Aim of the exercise
From the records below, find each line with the string "than" and copy it.

Dataset
########################################

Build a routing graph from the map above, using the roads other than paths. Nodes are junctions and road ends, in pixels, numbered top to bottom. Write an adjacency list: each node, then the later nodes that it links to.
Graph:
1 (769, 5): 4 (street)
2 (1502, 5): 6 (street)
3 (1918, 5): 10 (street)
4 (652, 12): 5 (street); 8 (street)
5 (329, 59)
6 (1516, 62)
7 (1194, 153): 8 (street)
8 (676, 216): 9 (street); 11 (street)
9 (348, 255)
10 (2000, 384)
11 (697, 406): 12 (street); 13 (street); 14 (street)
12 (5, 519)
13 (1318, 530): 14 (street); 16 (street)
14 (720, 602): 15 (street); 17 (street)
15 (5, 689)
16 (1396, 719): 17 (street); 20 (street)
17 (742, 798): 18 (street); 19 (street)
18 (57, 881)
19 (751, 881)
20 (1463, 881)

########################################

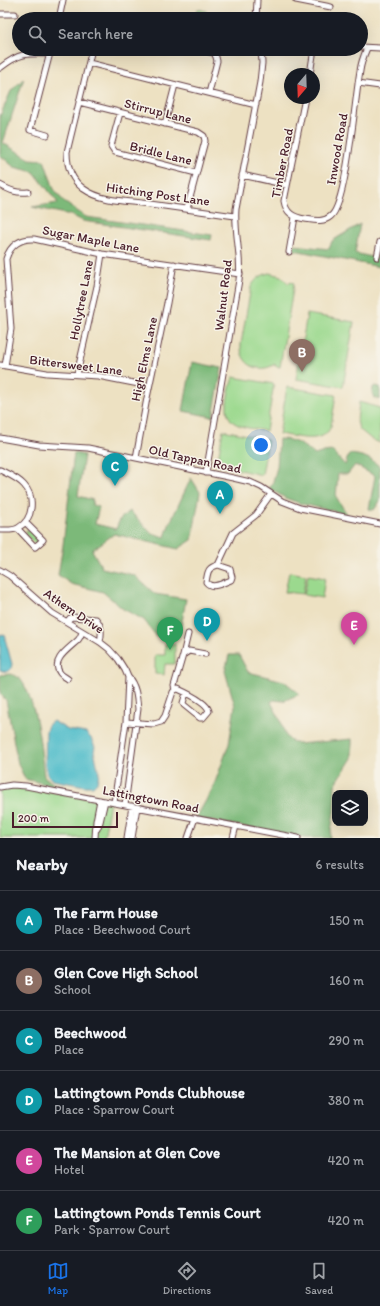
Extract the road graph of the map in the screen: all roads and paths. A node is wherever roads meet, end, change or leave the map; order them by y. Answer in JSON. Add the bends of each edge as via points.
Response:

########################################

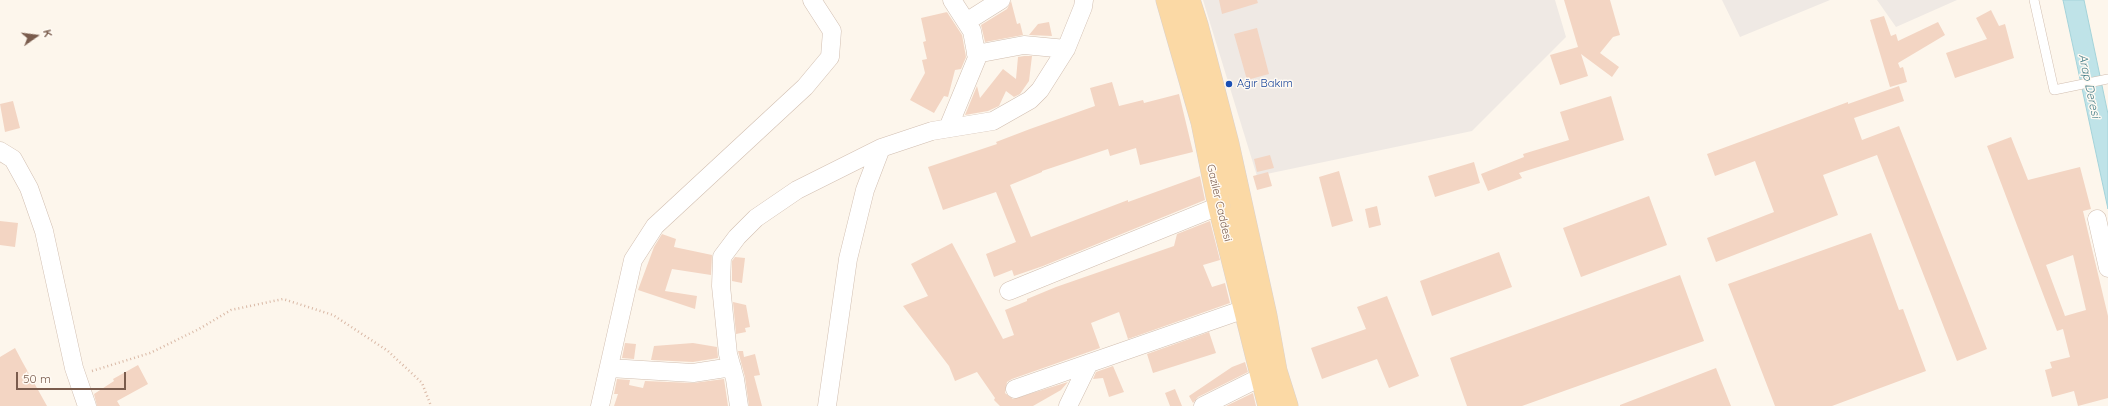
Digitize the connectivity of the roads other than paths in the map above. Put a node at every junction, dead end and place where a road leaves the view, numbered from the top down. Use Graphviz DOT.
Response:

########################################

Output of the task
Build a routing graph from the map above, using the roads other than paths. Nodes are junctions and road ends, in pixels, numbered top to bottom. Write an adjacency list: each node, then the later nodes that it links to.
Digitize the connectivity of the roads other than paths in the map above. Put a node at every junction, dead end and place where a road leaves the view, numbered from the top down. Use Graphviz DOT.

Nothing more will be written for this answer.